*** Opening of Data to examine ***

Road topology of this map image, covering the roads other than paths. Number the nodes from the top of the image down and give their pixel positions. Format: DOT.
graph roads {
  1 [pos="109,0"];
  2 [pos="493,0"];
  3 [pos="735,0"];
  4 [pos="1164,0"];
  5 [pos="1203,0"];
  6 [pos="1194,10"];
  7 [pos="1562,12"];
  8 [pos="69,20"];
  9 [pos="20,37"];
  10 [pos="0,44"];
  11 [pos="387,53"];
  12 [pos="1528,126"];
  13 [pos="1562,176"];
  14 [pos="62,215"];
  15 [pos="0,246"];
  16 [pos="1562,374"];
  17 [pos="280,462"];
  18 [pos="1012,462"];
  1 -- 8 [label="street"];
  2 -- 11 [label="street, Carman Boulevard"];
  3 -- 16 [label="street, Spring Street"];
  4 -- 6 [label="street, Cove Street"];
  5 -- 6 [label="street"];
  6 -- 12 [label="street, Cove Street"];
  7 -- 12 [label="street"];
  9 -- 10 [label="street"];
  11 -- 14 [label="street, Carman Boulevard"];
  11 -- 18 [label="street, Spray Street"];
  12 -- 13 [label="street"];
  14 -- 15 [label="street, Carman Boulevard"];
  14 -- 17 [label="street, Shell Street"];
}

*** Close of Data to examine ***

Activity – The entries shown above should be duplicated exactly.

Solution to the exercise –
Road topology of this map image, covering the roads other than paths. Number the nodes from the top of the image down and give their pixel positions. Format: DOT.
graph roads {
  1 [pos="109,0"];
  2 [pos="493,0"];
  3 [pos="735,0"];
  4 [pos="1164,0"];
  5 [pos="1203,0"];
  6 [pos="1194,10"];
  7 [pos="1562,12"];
  8 [pos="69,20"];
  9 [pos="20,37"];
  10 [pos="0,44"];
  11 [pos="387,53"];
  12 [pos="1528,126"];
  13 [pos="1562,176"];
  14 [pos="62,215"];
  15 [pos="0,246"];
  16 [pos="1562,374"];
  17 [pos="280,462"];
  18 [pos="1012,462"];
  1 -- 8 [label="street"];
  2 -- 11 [label="street, Carman Boulevard"];
  3 -- 16 [label="street, Spring Street"];
  4 -- 6 [label="street, Cove Street"];
  5 -- 6 [label="street"];
  6 -- 12 [label="street, Cove Street"];
  7 -- 12 [label="street"];
  9 -- 10 [label="street"];
  11 -- 14 [label="street, Carman Boulevard"];
  11 -- 18 [label="street, Spray Street"];
  12 -- 13 [label="street"];
  14 -- 15 [label="street, Carman Boulevard"];
  14 -- 17 [label="street, Shell Street"];
}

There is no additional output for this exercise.